* _What the exercise asks_: Please give back, word for word, each line from the start of the entries through the one in which "Please list the" is found.
++++ Task data
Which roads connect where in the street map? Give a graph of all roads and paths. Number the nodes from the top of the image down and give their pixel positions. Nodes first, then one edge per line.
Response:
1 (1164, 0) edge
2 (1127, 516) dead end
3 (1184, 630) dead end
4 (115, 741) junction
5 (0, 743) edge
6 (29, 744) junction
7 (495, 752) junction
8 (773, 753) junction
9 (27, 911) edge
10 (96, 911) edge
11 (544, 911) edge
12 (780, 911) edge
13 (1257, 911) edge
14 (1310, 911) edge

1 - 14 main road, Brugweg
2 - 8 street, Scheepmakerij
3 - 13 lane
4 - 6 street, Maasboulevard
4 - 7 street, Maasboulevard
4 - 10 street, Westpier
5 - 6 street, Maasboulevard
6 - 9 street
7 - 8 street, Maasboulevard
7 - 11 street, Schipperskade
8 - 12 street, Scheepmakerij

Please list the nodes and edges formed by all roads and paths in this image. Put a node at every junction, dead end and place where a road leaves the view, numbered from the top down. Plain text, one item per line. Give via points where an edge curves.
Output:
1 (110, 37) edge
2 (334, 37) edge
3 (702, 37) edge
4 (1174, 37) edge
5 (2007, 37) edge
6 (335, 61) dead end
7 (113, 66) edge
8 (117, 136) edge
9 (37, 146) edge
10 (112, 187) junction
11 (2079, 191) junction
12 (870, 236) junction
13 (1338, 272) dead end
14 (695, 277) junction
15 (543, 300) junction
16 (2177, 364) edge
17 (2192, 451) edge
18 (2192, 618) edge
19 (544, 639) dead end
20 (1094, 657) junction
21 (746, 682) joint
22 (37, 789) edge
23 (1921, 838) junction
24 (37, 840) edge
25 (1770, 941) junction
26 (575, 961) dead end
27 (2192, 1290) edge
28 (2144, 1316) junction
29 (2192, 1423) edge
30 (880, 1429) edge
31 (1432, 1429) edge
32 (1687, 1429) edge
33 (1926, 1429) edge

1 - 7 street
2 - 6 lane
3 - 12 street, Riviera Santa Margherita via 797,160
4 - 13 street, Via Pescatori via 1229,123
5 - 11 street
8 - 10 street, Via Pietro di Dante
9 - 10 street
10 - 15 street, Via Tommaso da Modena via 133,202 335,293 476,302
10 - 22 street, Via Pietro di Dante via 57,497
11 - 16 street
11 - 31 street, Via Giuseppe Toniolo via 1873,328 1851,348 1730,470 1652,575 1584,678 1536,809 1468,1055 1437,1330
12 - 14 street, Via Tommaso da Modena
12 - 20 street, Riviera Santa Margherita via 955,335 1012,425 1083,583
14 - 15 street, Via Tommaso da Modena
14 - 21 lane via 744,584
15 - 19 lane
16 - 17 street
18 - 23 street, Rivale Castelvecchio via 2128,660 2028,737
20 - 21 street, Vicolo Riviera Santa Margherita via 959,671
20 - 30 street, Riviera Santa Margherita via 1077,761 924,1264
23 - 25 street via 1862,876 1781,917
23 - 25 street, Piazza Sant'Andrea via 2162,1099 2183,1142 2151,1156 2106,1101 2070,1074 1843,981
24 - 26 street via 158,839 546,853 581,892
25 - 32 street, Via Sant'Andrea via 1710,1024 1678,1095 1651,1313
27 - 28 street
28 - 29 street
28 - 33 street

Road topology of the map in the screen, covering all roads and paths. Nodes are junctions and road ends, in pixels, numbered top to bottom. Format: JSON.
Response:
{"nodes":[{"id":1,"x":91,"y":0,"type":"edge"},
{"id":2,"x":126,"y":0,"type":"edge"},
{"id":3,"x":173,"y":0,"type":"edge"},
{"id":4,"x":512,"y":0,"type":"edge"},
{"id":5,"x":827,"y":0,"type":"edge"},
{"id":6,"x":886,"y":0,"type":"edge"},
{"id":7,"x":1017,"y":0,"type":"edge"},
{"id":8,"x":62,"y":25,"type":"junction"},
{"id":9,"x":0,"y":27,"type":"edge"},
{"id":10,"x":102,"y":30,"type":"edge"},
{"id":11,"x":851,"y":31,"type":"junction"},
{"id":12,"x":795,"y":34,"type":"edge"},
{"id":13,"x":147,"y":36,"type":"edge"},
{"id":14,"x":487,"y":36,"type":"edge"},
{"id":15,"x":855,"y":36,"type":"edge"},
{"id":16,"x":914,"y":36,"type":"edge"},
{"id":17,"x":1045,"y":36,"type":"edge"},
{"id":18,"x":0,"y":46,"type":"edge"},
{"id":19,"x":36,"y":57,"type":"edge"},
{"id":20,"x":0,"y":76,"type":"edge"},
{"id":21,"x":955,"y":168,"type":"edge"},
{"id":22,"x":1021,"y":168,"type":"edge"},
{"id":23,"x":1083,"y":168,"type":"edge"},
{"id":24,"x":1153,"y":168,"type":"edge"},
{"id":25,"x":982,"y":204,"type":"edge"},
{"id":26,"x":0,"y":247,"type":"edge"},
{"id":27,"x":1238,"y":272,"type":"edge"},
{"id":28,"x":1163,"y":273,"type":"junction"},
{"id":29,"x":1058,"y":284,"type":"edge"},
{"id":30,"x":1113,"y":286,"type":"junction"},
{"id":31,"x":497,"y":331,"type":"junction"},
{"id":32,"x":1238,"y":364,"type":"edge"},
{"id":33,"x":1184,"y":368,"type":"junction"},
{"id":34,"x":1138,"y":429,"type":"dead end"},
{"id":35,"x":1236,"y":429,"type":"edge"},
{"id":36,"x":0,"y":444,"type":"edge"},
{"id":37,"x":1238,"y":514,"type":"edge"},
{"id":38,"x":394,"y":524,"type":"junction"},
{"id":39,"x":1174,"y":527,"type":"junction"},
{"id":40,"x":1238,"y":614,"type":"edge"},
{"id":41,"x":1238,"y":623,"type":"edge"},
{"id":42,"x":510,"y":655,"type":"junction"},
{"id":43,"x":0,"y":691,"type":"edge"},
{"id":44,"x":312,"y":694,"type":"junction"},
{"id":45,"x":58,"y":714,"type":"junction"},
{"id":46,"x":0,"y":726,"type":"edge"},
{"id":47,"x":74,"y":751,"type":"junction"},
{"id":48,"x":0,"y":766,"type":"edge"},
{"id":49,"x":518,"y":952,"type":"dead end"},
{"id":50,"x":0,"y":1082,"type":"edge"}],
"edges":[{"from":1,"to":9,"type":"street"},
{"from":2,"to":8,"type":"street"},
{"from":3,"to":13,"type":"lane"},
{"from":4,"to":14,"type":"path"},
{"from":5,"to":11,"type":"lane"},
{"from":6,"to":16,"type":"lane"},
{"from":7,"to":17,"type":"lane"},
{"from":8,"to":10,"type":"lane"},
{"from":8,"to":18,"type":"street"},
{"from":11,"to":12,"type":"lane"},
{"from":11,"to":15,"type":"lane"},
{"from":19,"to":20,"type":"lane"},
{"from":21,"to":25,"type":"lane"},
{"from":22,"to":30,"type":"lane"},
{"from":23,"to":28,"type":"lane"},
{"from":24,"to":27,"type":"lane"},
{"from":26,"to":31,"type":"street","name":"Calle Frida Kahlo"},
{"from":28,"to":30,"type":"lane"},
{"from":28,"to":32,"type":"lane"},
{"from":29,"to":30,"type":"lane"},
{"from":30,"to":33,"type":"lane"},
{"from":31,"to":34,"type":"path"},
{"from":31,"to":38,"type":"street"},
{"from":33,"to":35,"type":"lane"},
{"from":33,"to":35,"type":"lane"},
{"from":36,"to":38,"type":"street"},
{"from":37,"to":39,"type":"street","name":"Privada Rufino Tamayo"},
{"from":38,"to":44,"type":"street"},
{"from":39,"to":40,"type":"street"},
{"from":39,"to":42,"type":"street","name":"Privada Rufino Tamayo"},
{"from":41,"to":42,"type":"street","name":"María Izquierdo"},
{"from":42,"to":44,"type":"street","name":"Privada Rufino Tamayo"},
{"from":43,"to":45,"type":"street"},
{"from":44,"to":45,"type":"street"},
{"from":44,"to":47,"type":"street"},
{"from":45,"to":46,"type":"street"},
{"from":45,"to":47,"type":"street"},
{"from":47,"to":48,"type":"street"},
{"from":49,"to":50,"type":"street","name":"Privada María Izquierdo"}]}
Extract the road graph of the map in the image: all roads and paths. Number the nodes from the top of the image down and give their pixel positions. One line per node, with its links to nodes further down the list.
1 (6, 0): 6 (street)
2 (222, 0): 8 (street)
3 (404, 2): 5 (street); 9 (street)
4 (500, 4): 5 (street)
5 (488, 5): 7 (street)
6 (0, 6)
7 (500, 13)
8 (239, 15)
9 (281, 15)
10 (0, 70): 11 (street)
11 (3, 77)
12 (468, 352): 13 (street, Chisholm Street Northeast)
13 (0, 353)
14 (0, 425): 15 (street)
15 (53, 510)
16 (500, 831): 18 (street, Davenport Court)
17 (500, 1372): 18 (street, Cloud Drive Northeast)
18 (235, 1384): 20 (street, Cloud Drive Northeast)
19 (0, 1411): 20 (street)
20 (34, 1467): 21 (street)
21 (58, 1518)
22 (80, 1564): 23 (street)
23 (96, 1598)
++++++++
* _Solution to this problem_:
Which roads connect where in the street map? Give a graph of all roads and paths. Number the nodes from the top of the image down and give their pixel positions. Nodes first, then one edge per line.
Response:
1 (1164, 0) edge
2 (1127, 516) dead end
3 (1184, 630) dead end
4 (115, 741) junction
5 (0, 743) edge
6 (29, 744) junction
7 (495, 752) junction
8 (773, 753) junction
9 (27, 911) edge
10 (96, 911) edge
11 (544, 911) edge
12 (780, 911) edge
13 (1257, 911) edge
14 (1310, 911) edge

1 - 14 main road, Brugweg
2 - 8 street, Scheepmakerij
3 - 13 lane
4 - 6 street, Maasboulevard
4 - 7 street, Maasboulevard
4 - 10 street, Westpier
5 - 6 street, Maasboulevard
6 - 9 street
7 - 8 street, Maasboulevard
7 - 11 street, Schipperskade
8 - 12 street, Scheepmakerij

Please list the nodes and edges formed by all roads and paths in this image. Put a node at every junction, dead end and place where a road leaves the view, numbered from the top down. Plain text, one item per line. Give via points where an edge curves.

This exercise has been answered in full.